I know what you’re thinking: ‘Is this four rules or only one?’ Well, to tell you the truth, in all this excitement, I kind of lost track myself. You’ve got to ask yourself one question: ‘Can I use this?’ Well, can you?

Among the eminent Kent Beck’s many contributions are his four rules of simple design. My preferred formulation is this one:

The code is simple enough when, in priority order:

  1. It passes all the tests;
  2. It contains no duplication;
  3. It expresses all our design ideas about the code;
  4. It minimizes programming entities.

Kent has expressed the rules a few times, and sometimes reverses the order of #2 and #3. I prefer this order and I’ll tell you why, later on. Let’s work through the rules one by one:

Passes All the Tests
If the code doesn’t work, there is no point simplifying it. If we don’t know that it works, we really need to determine that before “improving” it. This rule is critical, and leads to Test-Driven Development, which will be at least one topic in this series, and perhaps more than one.

There must be sufficient tests to know that the program works, and it must pass them all.

Contains No Duplication
At its surface, this rule prevents copy-pasta, the copy from here paste to there practice that leads to spaghetti code. But it does much more than that. When two or more chunks of code look similar, there is almost invariably some common idea trying to be born. Perhaps it’s as simple as “apply some function to all the elements of a collection”, or as complex as “set up a network of collaborating processes”.
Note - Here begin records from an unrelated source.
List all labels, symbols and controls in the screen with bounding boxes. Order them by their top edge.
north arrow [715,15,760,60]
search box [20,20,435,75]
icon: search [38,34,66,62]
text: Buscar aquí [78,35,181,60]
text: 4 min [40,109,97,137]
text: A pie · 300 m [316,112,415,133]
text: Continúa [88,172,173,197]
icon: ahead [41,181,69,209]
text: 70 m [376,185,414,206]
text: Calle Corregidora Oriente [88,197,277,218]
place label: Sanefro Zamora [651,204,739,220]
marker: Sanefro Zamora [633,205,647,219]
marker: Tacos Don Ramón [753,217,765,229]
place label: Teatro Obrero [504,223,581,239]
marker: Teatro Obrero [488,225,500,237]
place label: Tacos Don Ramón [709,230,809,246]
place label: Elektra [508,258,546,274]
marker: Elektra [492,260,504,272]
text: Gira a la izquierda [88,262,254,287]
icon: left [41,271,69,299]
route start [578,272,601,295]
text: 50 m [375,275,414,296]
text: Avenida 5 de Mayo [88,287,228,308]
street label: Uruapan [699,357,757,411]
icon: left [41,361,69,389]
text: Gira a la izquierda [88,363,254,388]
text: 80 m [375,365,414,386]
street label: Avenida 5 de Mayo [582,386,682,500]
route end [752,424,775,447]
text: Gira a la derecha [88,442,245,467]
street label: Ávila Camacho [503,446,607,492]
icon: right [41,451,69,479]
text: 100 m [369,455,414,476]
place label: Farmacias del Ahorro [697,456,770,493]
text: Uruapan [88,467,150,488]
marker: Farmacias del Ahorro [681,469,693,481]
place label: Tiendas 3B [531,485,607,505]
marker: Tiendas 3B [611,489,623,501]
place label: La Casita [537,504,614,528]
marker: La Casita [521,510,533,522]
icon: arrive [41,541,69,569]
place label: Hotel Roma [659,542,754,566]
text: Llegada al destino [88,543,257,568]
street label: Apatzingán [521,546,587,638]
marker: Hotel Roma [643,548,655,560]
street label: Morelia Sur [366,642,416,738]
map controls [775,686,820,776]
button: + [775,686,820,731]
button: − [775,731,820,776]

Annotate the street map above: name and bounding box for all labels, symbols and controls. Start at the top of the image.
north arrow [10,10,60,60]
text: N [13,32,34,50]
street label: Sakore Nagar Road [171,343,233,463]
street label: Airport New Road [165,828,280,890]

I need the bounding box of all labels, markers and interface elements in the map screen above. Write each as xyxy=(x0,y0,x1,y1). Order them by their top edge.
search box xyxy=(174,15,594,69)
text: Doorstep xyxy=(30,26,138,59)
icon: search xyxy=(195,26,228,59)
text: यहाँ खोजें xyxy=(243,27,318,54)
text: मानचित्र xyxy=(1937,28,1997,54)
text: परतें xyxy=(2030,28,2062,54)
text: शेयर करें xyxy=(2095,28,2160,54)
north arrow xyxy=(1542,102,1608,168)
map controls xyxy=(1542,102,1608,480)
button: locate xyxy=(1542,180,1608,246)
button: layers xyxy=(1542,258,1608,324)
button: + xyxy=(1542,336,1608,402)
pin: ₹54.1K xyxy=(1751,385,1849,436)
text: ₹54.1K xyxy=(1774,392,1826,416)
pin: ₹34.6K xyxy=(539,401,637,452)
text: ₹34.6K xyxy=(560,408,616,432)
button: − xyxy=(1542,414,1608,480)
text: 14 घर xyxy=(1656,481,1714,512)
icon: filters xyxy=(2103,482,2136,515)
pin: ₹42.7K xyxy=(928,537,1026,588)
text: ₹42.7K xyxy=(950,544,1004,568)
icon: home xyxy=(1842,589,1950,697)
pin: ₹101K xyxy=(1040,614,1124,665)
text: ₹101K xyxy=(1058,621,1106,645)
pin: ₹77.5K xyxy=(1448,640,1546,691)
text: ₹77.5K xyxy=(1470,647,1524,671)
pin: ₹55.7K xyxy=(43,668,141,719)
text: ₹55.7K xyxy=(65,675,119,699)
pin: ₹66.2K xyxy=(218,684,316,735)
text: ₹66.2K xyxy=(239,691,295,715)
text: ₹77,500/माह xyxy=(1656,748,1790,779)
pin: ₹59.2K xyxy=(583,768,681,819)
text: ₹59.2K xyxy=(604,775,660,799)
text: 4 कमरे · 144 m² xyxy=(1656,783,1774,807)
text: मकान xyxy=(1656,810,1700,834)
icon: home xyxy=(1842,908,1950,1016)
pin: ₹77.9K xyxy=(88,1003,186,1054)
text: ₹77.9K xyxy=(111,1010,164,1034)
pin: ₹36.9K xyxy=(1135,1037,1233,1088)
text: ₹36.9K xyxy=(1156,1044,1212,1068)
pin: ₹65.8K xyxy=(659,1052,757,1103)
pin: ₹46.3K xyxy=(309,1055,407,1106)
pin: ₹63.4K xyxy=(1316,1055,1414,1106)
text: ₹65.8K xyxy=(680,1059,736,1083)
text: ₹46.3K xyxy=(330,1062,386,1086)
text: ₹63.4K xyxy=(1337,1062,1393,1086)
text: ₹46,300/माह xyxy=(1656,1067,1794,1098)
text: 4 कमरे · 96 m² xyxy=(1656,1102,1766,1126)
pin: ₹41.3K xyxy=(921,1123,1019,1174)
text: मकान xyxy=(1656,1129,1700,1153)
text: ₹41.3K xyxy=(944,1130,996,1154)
Whatever the idea that’s waiting to be born, removing the duplication is our path to discovering what we actually we going after when we wrote the stuff. We illuminate the similarities, break out the difference, and soon an idea starts to take place. Personally, I often find that it’s only in looking at the code during duplication removal, and after it, that I really see what my own idea was.

There are many more forms of duplication than just “this code looks like that code”. Sometimes it’s just that “this happens a lot, but we could make it happen only once”. Duplication in time rather than space.

Looking for duplication and removing it is an incredibly powerful design approach, especially when combined with the next rule:

Expresses All Our Design Ideas
Most of us have the experience of looking at some big block of code and suddenly understanding a chunk of it. We point at it or draw a circle or highlight it and shout “Eureka1, I see what it’s doing here!”

When we have that experience, we owe it to the world to extract that chunk of code into a function or subroutine or method and give it a name that expresses what it’s doing. Next time through, the reader won’t have to puzzle quite as long. And, once that chunk has its own state of being, the remaining larger chunk often becomes more clear as well.

When the code expresses our design ideas, they come quickly to mind as we review it, and they become easy to change as we need to.

Minimizes Programming Entities
The other rules being satisfied, we’d like to have as few functions, classes, methods, modules, files, variables, trumtookas, whatever elements there are in our program. Once we’re removed duplication and expressed all our ideas, there is no purpose for any entity that isn’t there as the single representative of a single design idea.

If there do seem to be too many entities of some kind, it is most likely a lurking kind of duplication, or a design idea waiting to be discovered and expressed.

Minimize programming entities, subject to the other rules.

Duplication Before Expression?

I promised to discuss the ordering of rules #2 and 3:

2: Contains no duplication;
3: Expresses all our design ideas;

Now the truth is, if these two rules are ever in conflict, then there are two or more things in the code that look like duplication, but there is some design truth that makes that breakout “correct”. That is:

If removal of duplication and expressing ideas are ever really in conflict, choose to express the ideas.

But since the rules are supposed to be in priority order, why then, do I put the duplication rule ahead?

I do it because it is such a powerful tool: Duplication is generally very easy to spot. Removing duplication requires us to express the code’s design better as we name the removed chunk.

I put checking for and removing duplication right after the tests going green, because I can build the habit of using it as the entry point into the “refactor” stage of “Red, Green, Refactor”, the core of another great Kent Beck idea, test-driven development. We’ll surely talk about that very soon.

Summary

One rule or four, they go together:

The code is simple enough when, in priority order:

  1. It passes all the tests;
  2. It contains no duplication;
  3. It expresses all our design ideas about the code;
  4. It minimizes programming entities.

Maybe it’s one big Strawberry, so juicy and delicious that it takes four bites to enjoy it. Maybe it’s four lovely little Strawberries. Don’t really know, don’t really care.

One or four, these rules work well for keeping our design as simple as it can be.

These rules make me feel lucky.



  1. Perhaps not as many from your generation shout “Eureka” as often as mine did. Kids these days. Shout “Woot” if you prefer.